Rather than an election about the economy – focused on rising gas prices and inflation – they argued the election would now be a referendum on abortion rights and the Republicans working to limit women’s choices.
Democrats put their money where their mouth was.
In the month of October alone, Democratic campaigns and groups spent $214 million on broadcast TV ads that mentioned abortion, according to a CNN analysis of AdImpact data. That accounted for nearly half (45%) of all the ad money spent by the party over that time.
And it dwarfed ad spending on other topics. The next biggest issue for Democrats was crime, with the party spending $79 million on the issue, less than 17% of its overall ad expenditures last month.
With just six days left in the election, it appears as though that gamble may have been a massive mistake.

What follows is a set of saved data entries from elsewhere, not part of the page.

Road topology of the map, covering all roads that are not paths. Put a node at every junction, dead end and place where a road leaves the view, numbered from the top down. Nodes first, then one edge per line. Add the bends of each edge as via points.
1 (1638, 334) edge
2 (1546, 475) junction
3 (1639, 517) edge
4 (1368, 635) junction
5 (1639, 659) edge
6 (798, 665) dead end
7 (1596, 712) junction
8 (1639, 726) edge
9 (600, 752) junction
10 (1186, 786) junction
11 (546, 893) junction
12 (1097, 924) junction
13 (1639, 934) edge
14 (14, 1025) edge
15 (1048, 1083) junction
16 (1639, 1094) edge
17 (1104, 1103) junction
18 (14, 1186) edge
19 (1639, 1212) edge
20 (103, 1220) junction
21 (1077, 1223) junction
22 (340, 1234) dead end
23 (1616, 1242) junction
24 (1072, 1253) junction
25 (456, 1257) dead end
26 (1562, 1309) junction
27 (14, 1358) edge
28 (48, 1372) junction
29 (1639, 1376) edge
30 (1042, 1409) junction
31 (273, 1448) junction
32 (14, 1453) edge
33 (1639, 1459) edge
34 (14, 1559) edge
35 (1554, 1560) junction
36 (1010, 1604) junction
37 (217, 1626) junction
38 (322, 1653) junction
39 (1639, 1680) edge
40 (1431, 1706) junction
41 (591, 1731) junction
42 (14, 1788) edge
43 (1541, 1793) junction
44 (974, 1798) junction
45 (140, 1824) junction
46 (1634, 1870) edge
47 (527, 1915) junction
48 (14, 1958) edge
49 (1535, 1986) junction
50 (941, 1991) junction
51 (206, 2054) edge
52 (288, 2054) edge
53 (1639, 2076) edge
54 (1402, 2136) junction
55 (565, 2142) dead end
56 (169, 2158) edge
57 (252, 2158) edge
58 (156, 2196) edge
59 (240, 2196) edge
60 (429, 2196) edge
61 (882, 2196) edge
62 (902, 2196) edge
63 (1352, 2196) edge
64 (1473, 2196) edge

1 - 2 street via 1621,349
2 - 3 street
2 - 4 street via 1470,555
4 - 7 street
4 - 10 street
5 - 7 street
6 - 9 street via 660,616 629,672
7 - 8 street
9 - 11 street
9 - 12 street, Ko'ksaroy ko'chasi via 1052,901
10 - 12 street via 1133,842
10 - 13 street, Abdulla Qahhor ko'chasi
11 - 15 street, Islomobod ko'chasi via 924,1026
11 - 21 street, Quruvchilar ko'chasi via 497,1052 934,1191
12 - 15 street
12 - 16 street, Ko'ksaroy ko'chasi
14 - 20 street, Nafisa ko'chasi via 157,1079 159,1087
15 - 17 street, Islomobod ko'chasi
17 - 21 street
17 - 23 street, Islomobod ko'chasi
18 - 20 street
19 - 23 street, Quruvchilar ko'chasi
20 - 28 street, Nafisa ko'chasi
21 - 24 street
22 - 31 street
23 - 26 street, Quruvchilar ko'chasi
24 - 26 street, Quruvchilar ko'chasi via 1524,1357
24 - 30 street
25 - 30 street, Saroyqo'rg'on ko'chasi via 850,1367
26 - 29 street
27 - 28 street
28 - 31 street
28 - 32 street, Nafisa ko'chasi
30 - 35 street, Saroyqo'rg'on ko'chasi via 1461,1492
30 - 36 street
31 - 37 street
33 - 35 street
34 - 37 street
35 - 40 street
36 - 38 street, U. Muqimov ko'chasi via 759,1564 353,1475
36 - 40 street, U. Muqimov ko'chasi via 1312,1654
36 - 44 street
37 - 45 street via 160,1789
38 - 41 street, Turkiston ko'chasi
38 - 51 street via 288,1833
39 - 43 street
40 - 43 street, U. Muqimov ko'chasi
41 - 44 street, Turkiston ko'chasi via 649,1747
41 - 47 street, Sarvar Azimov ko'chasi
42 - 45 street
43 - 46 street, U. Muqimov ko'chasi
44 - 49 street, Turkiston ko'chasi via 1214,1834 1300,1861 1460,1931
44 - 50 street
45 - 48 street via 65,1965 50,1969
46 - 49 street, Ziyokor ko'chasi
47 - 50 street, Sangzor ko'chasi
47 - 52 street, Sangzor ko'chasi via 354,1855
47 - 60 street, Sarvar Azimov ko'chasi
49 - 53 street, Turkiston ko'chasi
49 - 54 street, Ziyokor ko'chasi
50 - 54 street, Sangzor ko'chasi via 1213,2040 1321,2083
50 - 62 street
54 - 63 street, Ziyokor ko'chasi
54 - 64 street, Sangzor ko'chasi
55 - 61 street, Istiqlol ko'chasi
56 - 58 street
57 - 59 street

In a new CNN national poll, 51% of likely voters said that the economy was the most important issue in deciding their vote for Congress. Abortion ranked second, but with just 15% naming it as the most important issue.
That is consistent with lots of other polling in which the economy is, by far, the leading issue on voters’ minds.
Which should worry Democrats, who spent less than $68 million on ads mentioning taxation and less than $18 million on ads about inflation in October. By contrast, Republicans spent nearly $144 million on ads referencing taxation over the same period – the party’s top issue area – and nearly $77 million on ads mentioning inflation.
President Joe Biden’s White House is trying to turn his messaging to address the economy.
“@POTUS’ top priority is to lower costs for the American people,” tweeted the official White House account on Wednesday afternoon. “He’s taking on Big Pharma to allow Medicare to negotiate prescription drug costs, capping seniors’ drug costs at the pharmacy, and lowering health insurance premiums for people under the Affordable Care Act.”
All of the above is not to say that abortion isn’t an important issue in the election – especially for the base of the Democratic Party. Among likely Democratic voters in the CNN poll, 29% named abortion as their top issue, while 27% chose the economy.
If Democratic base turnout goes through the roof, the decision to focus so much ad spending on abortion may look like money well spent.
But the data on the primacy of the economy in voters’ minds at least raises the possibility that Democrats overestimated how big of an issue abortion would be in terms of winning over persuadable voters.
The Point: Elections are about choices. Democrats may have made the wrong one.